In August of that year, after heavy rainfall, a massive landslide struck the Regent area which is near the capital Freetown.
This catastrophic event tragically resulted in the deaths of over 500 people and left approximately 3,000 homeless.
GIS is really important in mapping the extent of disasters.
It helps responders to identify areas that are buried under mud and debris, coordinates search and rescue missions, and assess which routes are still accessible.
This mapping process helped disaster teams plan how to deliver aid to survivors and evacuate those in immediate danger.
GIS maps were also used to estimate the scale of the destruction and assist in long-term recovery and rebuilding efforts.
GIS plays a really important role in assisting in disaster response.
It provides accurate real-time data, and it also shows teams how to respond more effectively, and ultimately save lives.
The 2017 Sierra Leone landslide serves as a really good example of how this technology can be used in the real world emergencies.
What is the key difference between sliding and slumping? Is it A, sliding involves rotational movement along a curved surface, while slumping occurs straight down a slope? Is it B, slumping involves a rotational movement along a curved surface, while sliding moves material down a slope? Or is it C, sliding occurs when rock falls off a cliff while slumping involves a rotational movement along a curved surface? Pause the video here whilst you decide, and press play when you're ready to check your answer.
Excellent.
The key difference between sliding and slumping is B.
Slumping involves a rotational movement along a curved surface, while sliding moves material straight down a slope.
Well done if you manage to get that correct.
True or false, rock falls occur when loose rocks and debris slide slowly down a slope due to the force of gravity.
Pause the video here whilst you attempt this task, and press play when you're ready to continue.
Excellent.
This statement is false.
I would now like you to explain why this statement is false.
Pause the video here and press play when you're ready to continue.
Excellent.
The reason why this statement is false is because rock falls involve rock or debris falling freely from a steep slope or cliff, rather than sliding slowly down a cliff.
Well done.
The photo on the screen shows slumping at the cliffs of Happisburgh.
I would now like you to explain the process of slumping at the coast.
Izzy has cleverly identified that at the top of the cliff she can see the scar where the material has recently moved down from.
Pause the video here whilst to attempt this task, and press play when you're ready to continue.
Excellent.
Let's check our answers.
Your answer could include some of the following points.
Slumping often happens after heavy rainfall.
When water infiltrates into a cliff, it makes the material in the cliff heavier and reduces the cohesion holding the material together.

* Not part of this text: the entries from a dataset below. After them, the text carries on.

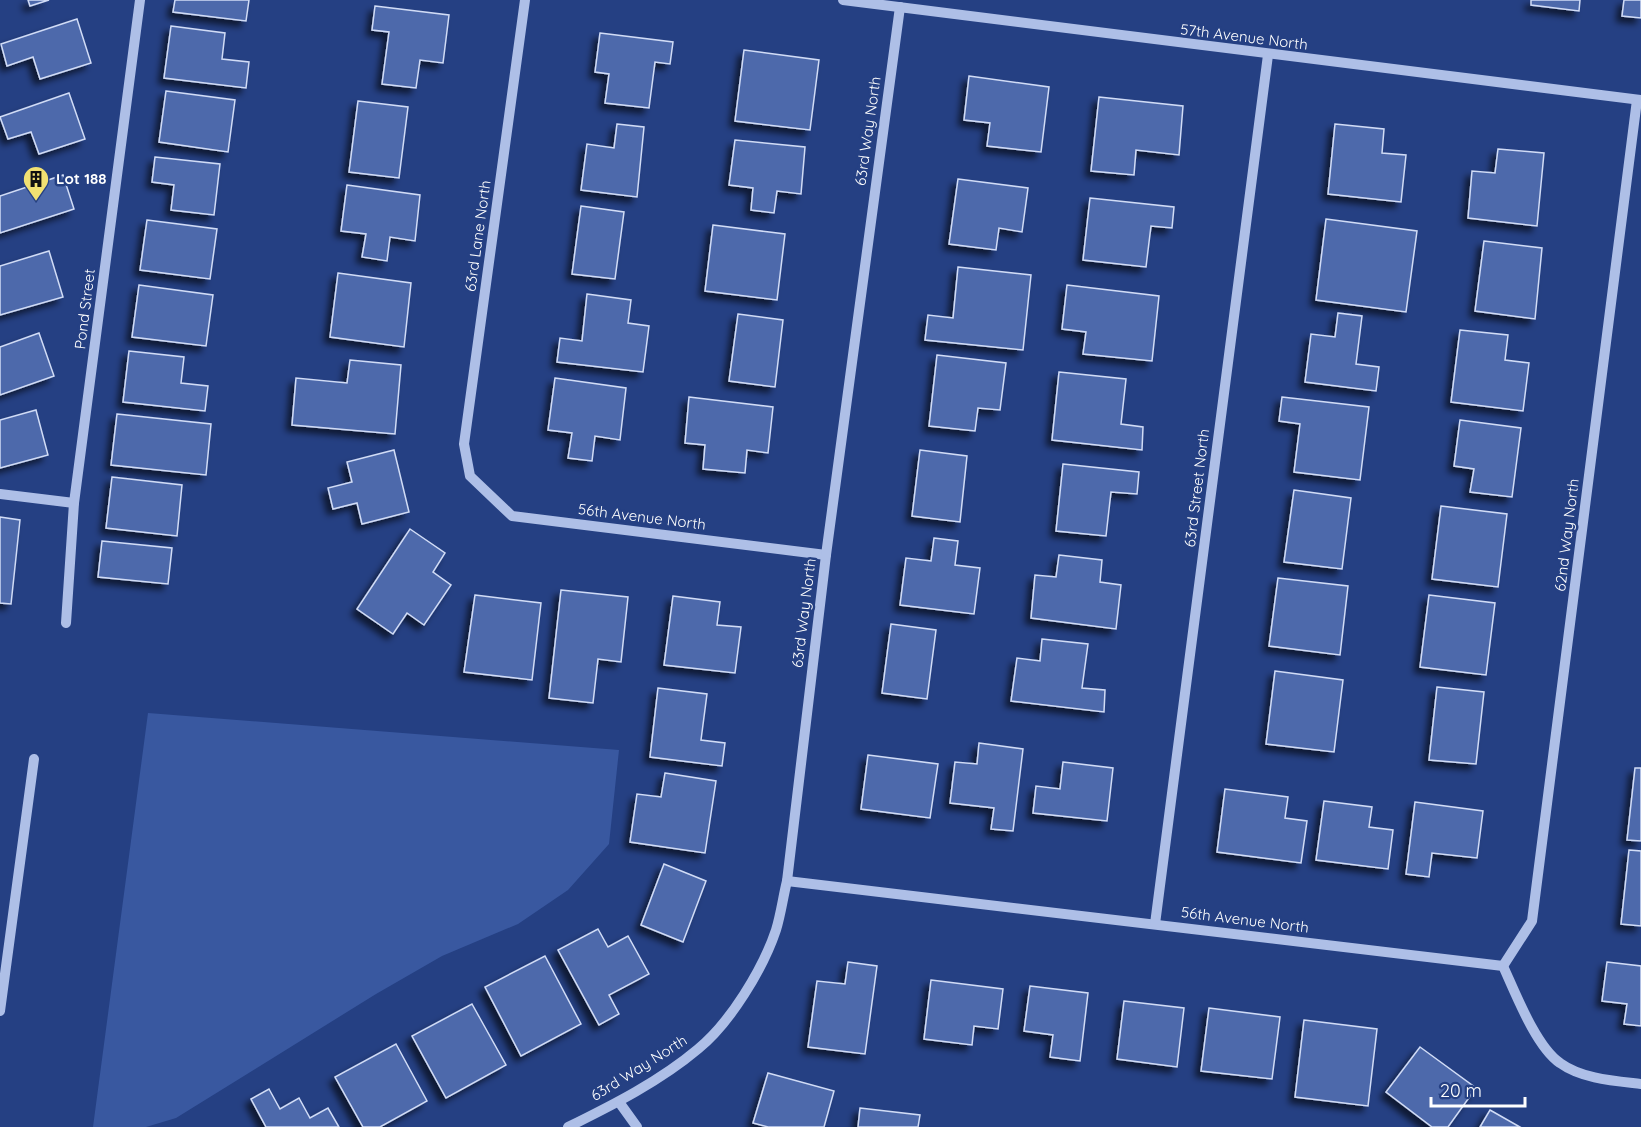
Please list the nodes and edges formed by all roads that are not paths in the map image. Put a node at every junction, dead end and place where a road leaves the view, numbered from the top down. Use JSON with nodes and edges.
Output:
{"nodes":[{"id":1,"x":140,"y":0,"type":"edge"},
{"id":2,"x":525,"y":0,"type":"edge"},
{"id":3,"x":843,"y":0,"type":"edge"},
{"id":4,"x":900,"y":7,"type":"junction"},
{"id":5,"x":1268,"y":56,"type":"junction"},
{"id":6,"x":1639,"y":100,"type":"edge"},
{"id":7,"x":470,"y":476,"type":"joint"},
{"id":8,"x":0,"y":494,"type":"edge"},
{"id":9,"x":74,"y":503,"type":"junction"},
{"id":10,"x":826,"y":555,"type":"junction"},
{"id":11,"x":66,"y":623,"type":"dead end"},
{"id":12,"x":34,"y":759,"type":"dead end"},
{"id":13,"x":787,"y":880,"type":"junction"},
{"id":14,"x":1155,"y":924,"type":"junction"},
{"id":15,"x":1503,"y":966,"type":"junction"},
{"id":16,"x":0,"y":1011,"type":"edge"},
{"id":17,"x":1641,"y":1084,"type":"edge"},
{"id":18,"x":619,"y":1102,"type":"junction"},
{"id":19,"x":568,"y":1127,"type":"edge"},
{"id":20,"x":637,"y":1127,"type":"edge"}],
"edges":[{"from":1,"to":9,"type":"street","name":"Pond Street"},
{"from":2,"to":7,"type":"street","name":"63rd Lane North"},
{"from":3,"to":4,"type":"street","name":"57th Avenue North"},
{"from":4,"to":5,"type":"street","name":"57th Avenue North"},
{"from":4,"to":10,"type":"street","name":"63rd Way North"},
{"from":5,"to":6,"type":"street","name":"57th Avenue North"},
{"from":5,"to":14,"type":"street","name":"63rd Street North"},
{"from":6,"to":15,"type":"street","name":"62nd Way North"},
{"from":7,"to":10,"type":"street","name":"56th Avenue North"},
{"from":8,"to":9,"type":"street"},
{"from":9,"to":11,"type":"street","name":"Pond Street"},
{"from":10,"to":13,"type":"street","name":"63rd Way North"},
{"from":12,"to":16,"type":"street"},
{"from":13,"to":14,"type":"street","name":"56th Avenue North"},
{"from":13,"to":18,"type":"street","name":"63rd Way North"},
{"from":14,"to":15,"type":"street","name":"56th Avenue North"},
{"from":15,"to":17,"type":"street"},
{"from":18,"to":19,"type":"street","name":"63rd Way North"},
{"from":18,"to":20,"type":"street"}]}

The saturated material moves downwards under gravity along a curved slip plane within the cliff.
This curved movement leaves a curved scar behind the slump, and this can be seen in the photo on the screen and it can tip the slump material back on itself to form what looks like steps or terraces.
The base of the slump is called the toe, and this is often eroded by waves.

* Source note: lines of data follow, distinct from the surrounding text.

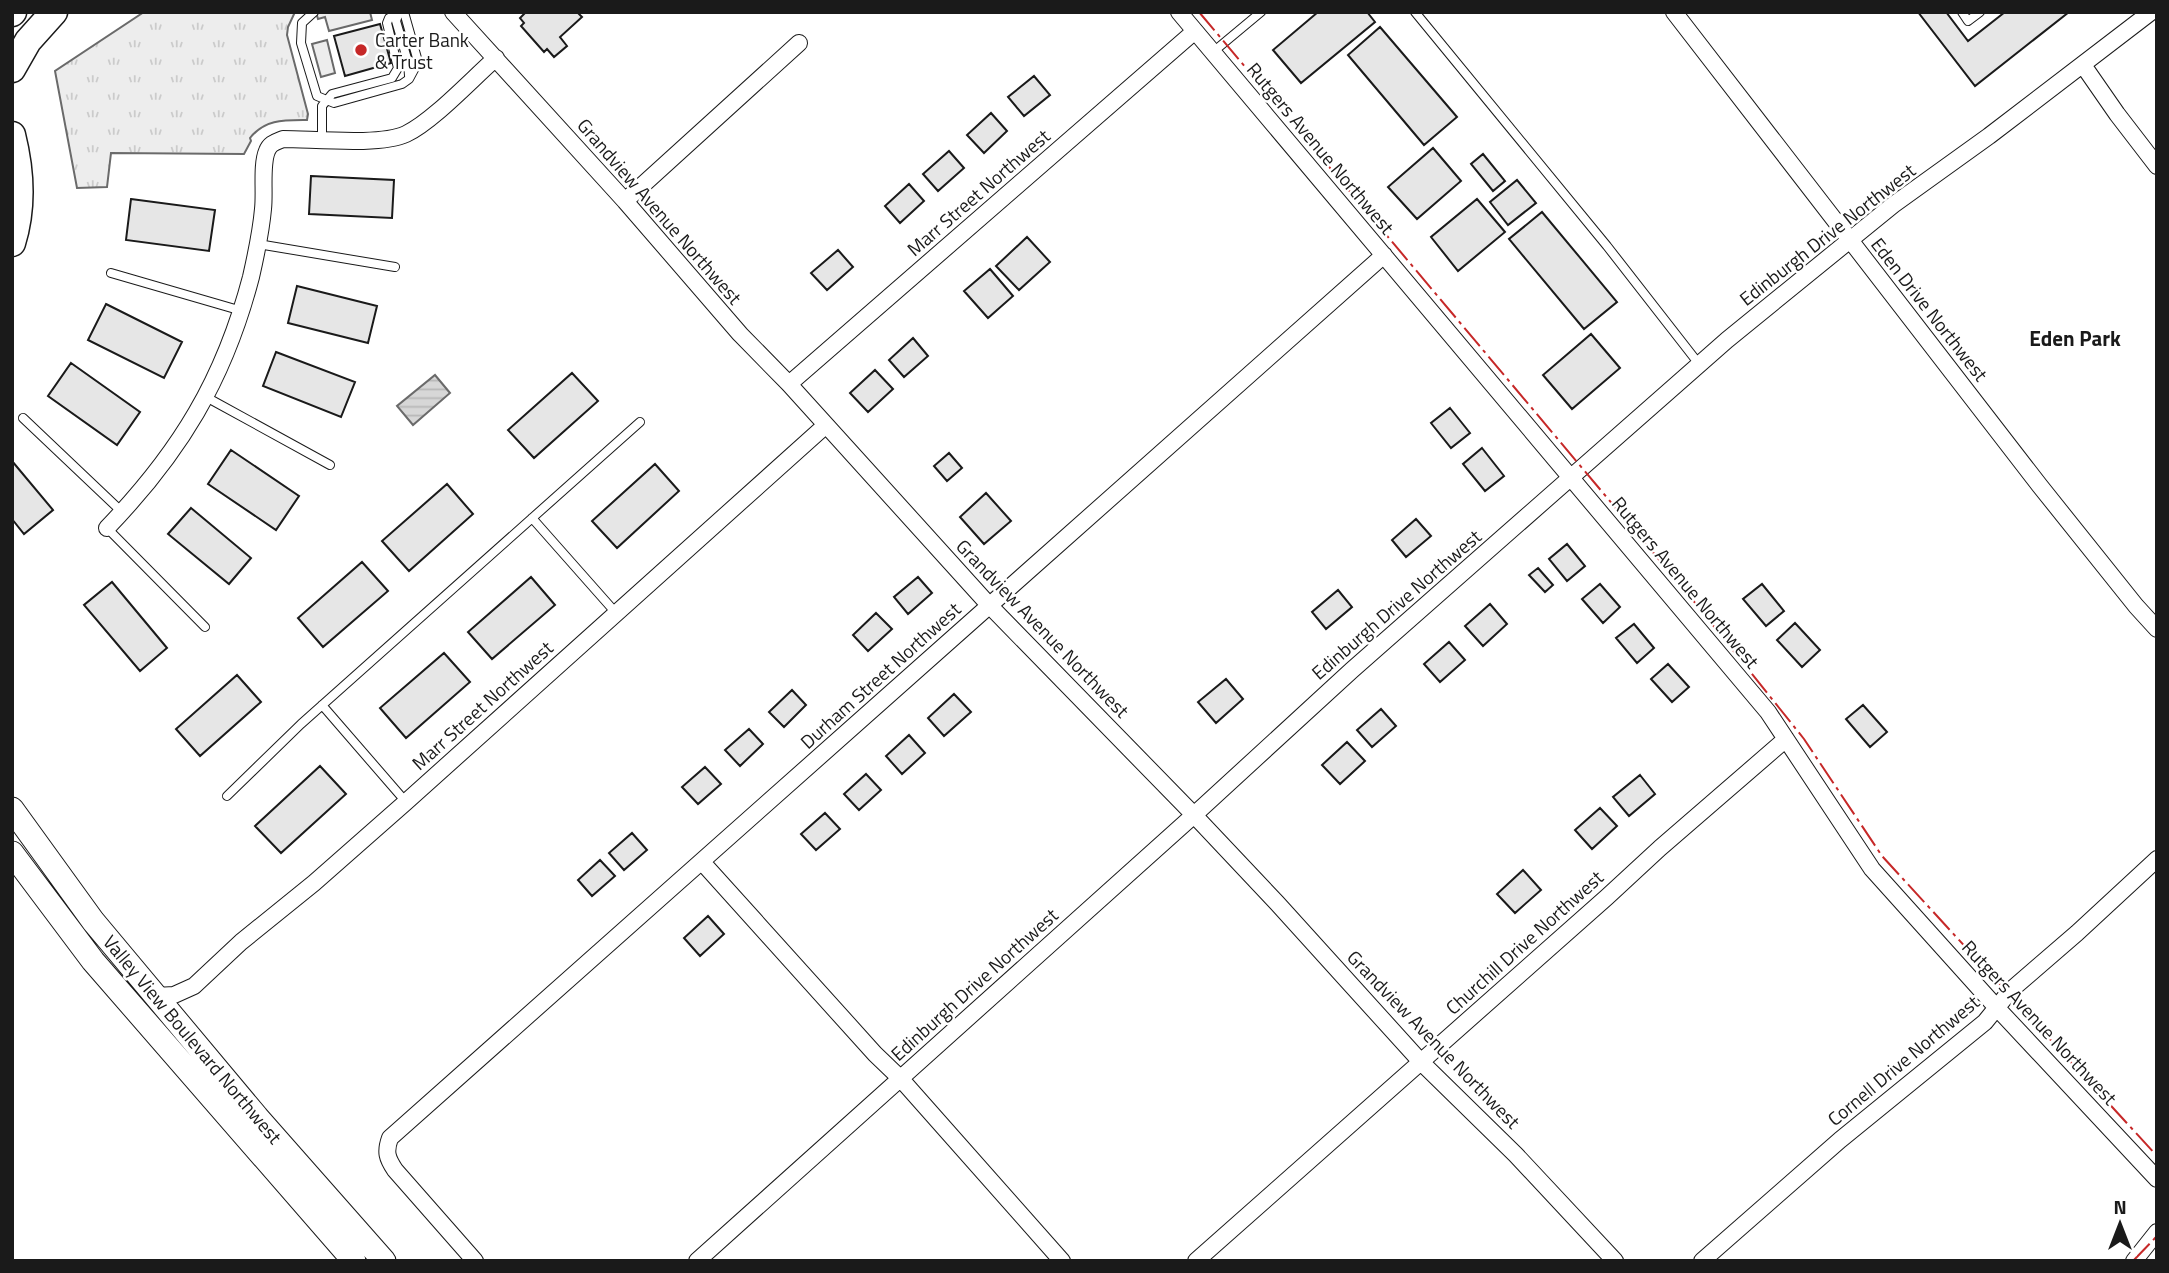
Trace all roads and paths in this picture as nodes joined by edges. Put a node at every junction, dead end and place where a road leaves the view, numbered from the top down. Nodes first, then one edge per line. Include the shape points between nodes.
1 (54, 12) edge
2 (314, 12) edge
3 (1179, 12) edge
4 (1261, 12) edge
5 (1415, 12) edge
6 (1674, 12) edge
7 (1962, 12) edge
8 (1980, 12) edge
9 (2151, 12) edge
10 (401, 13) edge
11 (456, 13) edge
12 (1195, 31) junction
13 (799, 43) dead end
14 (1213, 52) junction
15 (496, 58) junction
16 (2083, 65) junction
17 (12, 69) edge
18 (326, 101) junction
19 (12, 135) edge
20 (323, 139) junction
21 (2157, 166) edge
22 (625, 201) junction
23 (1850, 240) junction
24 (12, 243) edge
25 (258, 244) junction
26 (1384, 255) junction
27 (395, 267) dead end
28 (111, 273) dead end
29 (242, 311) junction
30 (1700, 364) junction
31 (789, 384) junction
32 (206, 397) junction
33 (23, 418) dead end
34 (640, 422) dead end
35 (826, 425) junction
36 (330, 465) dead end
37 (1571, 478) junction
38 (122, 512) junction
39 (532, 518) junction
40 (107, 528) joint
41 (989, 605) junction
42 (616, 613) junction
43 (205, 627) dead end
44 (2157, 629) edge
45 (323, 705) junction
46 (1786, 739) junction
47 (227, 796) dead end
48 (406, 802) junction
49 (12, 809) edge
50 (1194, 815) junction
51 (12, 853) edge
52 (2157, 859) edge
53 (702, 862) junction
54 (156, 996) junction
55 (1997, 1008) junction
56 (1421, 1062) junction
57 (901, 1078) junction
58 (2157, 1179) edge
59 (2157, 1232) edge
60 (354, 1261) edge
61 (384, 1261) edge
62 (475, 1261) edge
63 (697, 1261) edge
64 (1062, 1261) edge
65 (1196, 1261) edge
66 (1615, 1261) edge
67 (1702, 1261) edge
68 (2134, 1261) edge

1 - 17 main road via 28,41
2 - 18 lane via 302,23 301,43 313,89
3 - 12 street, Rutgers Avenue Northwest
4 - 14 lane
5 - 30 lane
6 - 23 street, Eden Drive Northwest
7 - 8 lane via 1968,21
9 - 16 street, Edinburgh Drive Northwest
10 - 18 lane via 387,23 396,74 332,94
10 - 18 lane via 417,58 409,79 334,103
11 - 15 street, Grandview Avenue Northwest
12 - 14 street, Rutgers Avenue Northwest
12 - 31 street, Marr Street Northwest
13 - 22 street
14 - 26 street, Rutgers Avenue Northwest
15 - 20 street via 404,135 381,140
15 - 22 street, Grandview Avenue Northwest
16 - 21 street
16 - 23 street, Edinburgh Drive Northwest
18 - 20 lane
19 - 24 main road via 20,201
20 - 25 street via 272,143 266,153
22 - 31 street, Grandview Avenue Northwest
23 - 30 street, Edinburgh Drive Northwest
23 - 44 street, Eden Drive Northwest
25 - 27 lane
25 - 29 street
26 - 37 street, Rutgers Avenue Northwest
26 - 41 street, Durham Street Northwest
28 - 29 lane
29 - 32 street
30 - 37 street, Edinburgh Drive Northwest
31 - 35 street, Grandview Avenue Northwest
32 - 36 lane
32 - 38 street via 169,457
33 - 38 lane
34 - 39 lane
35 - 41 street, Grandview Avenue Northwest
35 - 42 street, Marr Street Northwest
37 - 46 street, Rutgers Avenue Northwest via 1706,636
37 - 50 street, Edinburgh Drive Northwest
38 - 40 street
39 - 42 lane
39 - 45 lane
40 - 43 lane
41 - 50 street, Grandview Avenue Northwest
41 - 53 street, Durham Street Northwest
42 - 48 street, Marr Street Northwest
45 - 47 lane
45 - 48 lane
46 - 55 street, Rutgers Avenue Northwest via 1872,869
46 - 56 street, Churchill Drive Northwest
48 - 54 street, Marr Street Northwest via 194,986 174,995
49 - 54 main road, Valley View Boulevard Northwest via 88,915
50 - 56 street, Grandview Avenue Northwest
50 - 57 street, Edinburgh Drive Northwest
51 - 60 main road, Valley View Boulevard Northwest via 101,970
52 - 55 street, Cornell Drive Northwest via 2011,990
53 - 57 street
53 - 62 street, Durham Street Northwest via 390,1138 387,1158
54 - 61 main road, Valley View Boulevard Northwest
55 - 58 street, Rutgers Avenue Northwest
55 - 67 street, Cornell Drive Northwest
56 - 65 street, Churchill Drive Northwest
56 - 66 street, Grandview Avenue Northwest via 1517,1155
57 - 63 street, Edinburgh Drive Northwest
57 - 64 street
59 - 68 street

Well done if you managed to answer this question correctly, include some of the following points.
This answer is good because it has clearly explained the process of slumping in a step-by-step process, and it has also referred back to the image that was in the question.
Well done on this task.
We've now come to the end of our lesson on weathering and mass movement at the coast, and you've done brilliantly.
But let's summarise our lesson before we finish.

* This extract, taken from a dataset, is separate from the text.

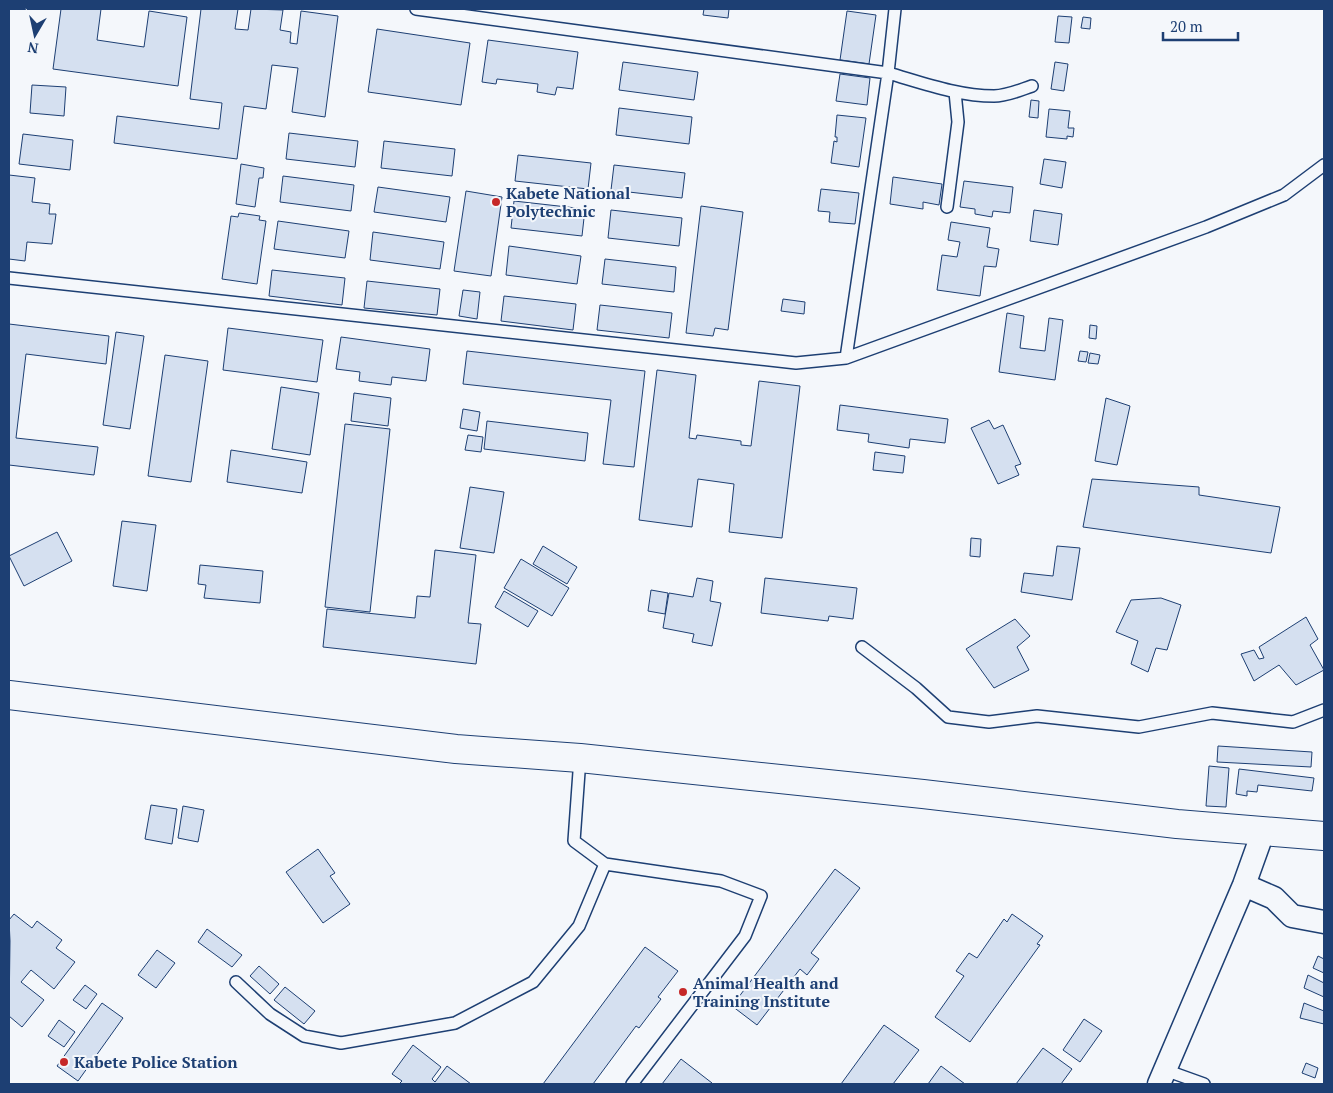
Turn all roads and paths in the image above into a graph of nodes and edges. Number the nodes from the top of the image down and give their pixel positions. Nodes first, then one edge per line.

Weathering and mass movement are key processes that shape the coast.
Weathering breaks down rocks into smaller particles through physical, chemical, and biological processes.
Mass movement is the downward movement of rock, soil, or debris due to gravity.
Sliding, slumping, and rock falls are types of mass movement that are found at the coast.
Together, weathering and mass movement gradually reshape the coastal landscapes that we know.
I really enjoyed learning with you today, and I look forward to our next lesson.